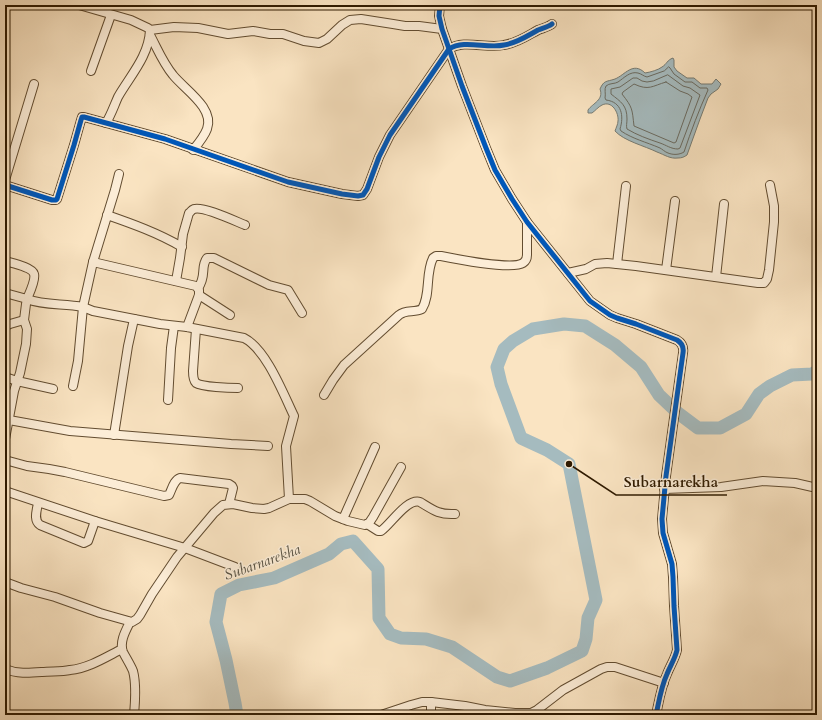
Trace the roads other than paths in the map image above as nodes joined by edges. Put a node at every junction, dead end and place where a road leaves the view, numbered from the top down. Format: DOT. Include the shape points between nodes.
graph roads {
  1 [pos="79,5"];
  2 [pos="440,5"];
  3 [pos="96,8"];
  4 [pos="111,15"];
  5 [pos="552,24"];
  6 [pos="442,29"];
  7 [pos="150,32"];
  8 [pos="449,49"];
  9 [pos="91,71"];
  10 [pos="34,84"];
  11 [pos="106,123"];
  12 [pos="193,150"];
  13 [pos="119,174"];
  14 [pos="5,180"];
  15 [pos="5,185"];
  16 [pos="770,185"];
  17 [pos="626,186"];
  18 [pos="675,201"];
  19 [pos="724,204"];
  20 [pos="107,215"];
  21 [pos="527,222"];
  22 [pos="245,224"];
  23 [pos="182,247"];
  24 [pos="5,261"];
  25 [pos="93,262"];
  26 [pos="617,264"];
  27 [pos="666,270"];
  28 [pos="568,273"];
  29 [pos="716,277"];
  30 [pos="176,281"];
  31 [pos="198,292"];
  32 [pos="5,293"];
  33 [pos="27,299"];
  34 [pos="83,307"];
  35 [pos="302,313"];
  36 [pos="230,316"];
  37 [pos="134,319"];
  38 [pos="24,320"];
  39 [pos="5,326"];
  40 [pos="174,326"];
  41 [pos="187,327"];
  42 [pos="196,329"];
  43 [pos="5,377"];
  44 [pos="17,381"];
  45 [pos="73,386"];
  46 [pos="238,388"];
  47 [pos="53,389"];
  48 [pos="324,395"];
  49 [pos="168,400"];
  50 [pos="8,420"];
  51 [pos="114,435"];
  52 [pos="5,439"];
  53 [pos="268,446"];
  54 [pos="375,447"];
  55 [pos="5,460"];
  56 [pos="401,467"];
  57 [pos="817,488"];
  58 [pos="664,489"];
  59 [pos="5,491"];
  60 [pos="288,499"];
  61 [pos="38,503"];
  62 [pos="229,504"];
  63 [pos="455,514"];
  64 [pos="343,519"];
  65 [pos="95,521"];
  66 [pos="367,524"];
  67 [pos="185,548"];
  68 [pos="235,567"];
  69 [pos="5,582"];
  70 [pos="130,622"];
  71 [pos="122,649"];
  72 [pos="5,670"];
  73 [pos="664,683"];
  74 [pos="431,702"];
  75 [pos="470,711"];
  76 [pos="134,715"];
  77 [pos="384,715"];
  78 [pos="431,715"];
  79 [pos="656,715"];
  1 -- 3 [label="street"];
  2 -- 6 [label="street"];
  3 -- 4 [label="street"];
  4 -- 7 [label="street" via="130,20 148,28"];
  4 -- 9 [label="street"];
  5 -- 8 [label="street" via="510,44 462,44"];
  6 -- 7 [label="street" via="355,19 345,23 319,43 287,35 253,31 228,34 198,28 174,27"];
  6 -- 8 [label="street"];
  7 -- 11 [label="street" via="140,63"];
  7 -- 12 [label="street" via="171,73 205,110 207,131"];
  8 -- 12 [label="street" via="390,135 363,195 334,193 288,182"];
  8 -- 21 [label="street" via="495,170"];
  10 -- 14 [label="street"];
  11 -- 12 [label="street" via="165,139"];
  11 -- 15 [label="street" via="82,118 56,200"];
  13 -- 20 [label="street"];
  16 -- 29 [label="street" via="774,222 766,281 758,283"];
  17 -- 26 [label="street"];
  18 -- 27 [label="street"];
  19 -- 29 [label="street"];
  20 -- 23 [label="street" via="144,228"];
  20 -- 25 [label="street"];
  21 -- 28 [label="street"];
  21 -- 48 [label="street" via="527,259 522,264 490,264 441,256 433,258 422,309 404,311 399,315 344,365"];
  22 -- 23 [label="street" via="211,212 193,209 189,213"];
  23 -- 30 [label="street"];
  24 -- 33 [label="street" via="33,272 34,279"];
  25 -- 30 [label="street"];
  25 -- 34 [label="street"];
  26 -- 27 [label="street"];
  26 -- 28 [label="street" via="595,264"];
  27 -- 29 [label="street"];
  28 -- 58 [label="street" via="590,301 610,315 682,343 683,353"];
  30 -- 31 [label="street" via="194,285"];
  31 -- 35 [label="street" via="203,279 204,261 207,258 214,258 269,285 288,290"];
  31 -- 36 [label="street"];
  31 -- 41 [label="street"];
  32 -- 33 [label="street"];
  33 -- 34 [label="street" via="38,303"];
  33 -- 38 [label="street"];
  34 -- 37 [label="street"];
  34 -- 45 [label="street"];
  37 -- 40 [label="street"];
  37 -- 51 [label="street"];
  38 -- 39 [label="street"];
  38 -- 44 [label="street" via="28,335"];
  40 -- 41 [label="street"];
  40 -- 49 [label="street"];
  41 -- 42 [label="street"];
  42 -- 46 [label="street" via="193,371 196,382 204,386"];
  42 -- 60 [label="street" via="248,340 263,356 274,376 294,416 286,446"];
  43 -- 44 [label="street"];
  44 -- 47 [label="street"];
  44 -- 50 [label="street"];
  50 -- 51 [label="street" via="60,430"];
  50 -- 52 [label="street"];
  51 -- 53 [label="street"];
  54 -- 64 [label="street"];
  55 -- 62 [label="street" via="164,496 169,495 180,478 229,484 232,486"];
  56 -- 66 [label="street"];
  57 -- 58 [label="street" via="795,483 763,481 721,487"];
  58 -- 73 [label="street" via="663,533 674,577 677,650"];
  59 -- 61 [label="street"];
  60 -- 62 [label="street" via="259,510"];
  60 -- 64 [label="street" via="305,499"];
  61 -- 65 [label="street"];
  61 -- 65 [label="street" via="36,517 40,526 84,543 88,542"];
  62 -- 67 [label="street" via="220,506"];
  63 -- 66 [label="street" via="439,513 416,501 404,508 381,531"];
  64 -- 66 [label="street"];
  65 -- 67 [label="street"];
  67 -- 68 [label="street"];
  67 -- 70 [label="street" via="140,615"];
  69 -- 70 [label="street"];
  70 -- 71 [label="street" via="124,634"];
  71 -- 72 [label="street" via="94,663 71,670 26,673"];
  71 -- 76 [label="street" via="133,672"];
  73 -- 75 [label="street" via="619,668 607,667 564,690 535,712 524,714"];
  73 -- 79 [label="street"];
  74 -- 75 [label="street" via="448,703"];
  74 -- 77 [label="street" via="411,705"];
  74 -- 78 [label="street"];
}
____
* _WORK TO BE COMPLETED_: Take the entries above and copy out all lines with the string "roads".

* _TASK OUTPUT_:
Trace the roads other than paths in the map image above as nodes joined by edges. Put a node at every junction, dead end and place where a road leaves the view, numbered from the top down. Format: DOT. Include the shape points between nodes.
graph roads {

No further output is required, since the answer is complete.